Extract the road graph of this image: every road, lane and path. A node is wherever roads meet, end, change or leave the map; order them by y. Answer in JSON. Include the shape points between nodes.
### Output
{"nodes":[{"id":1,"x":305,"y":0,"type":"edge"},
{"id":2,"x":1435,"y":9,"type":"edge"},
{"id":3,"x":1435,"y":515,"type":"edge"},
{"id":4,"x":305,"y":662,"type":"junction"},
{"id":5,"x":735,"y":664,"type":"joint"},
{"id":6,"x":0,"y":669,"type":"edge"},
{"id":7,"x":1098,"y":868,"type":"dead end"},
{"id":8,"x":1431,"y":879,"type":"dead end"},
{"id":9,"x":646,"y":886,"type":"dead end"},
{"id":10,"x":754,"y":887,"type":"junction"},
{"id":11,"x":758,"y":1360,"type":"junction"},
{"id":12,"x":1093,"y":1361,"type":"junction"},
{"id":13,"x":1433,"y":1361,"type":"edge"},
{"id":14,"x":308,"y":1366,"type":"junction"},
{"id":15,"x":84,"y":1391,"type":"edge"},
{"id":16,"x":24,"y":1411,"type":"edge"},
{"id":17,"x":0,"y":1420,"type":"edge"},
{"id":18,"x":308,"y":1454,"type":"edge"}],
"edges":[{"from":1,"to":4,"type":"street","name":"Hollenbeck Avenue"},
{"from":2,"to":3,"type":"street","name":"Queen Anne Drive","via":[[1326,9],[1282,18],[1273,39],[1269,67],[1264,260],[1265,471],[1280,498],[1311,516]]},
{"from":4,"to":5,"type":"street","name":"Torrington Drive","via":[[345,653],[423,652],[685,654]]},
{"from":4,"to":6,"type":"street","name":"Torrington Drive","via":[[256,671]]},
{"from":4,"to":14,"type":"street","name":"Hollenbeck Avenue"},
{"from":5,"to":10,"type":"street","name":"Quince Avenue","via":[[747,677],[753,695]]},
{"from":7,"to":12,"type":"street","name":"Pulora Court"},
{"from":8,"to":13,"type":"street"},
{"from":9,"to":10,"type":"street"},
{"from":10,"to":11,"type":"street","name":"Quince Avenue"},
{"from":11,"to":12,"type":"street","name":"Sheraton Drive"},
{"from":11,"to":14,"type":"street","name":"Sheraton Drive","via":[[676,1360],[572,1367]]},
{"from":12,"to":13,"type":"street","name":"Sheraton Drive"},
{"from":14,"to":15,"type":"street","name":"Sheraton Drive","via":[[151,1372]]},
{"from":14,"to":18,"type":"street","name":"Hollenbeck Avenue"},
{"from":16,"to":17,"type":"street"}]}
---*---
TASK TO CARRY OUT ▸
In the listing above, how many lines hold the word "nodes"? Please state the number alone.

WRITTEN RESPONSE ▸
2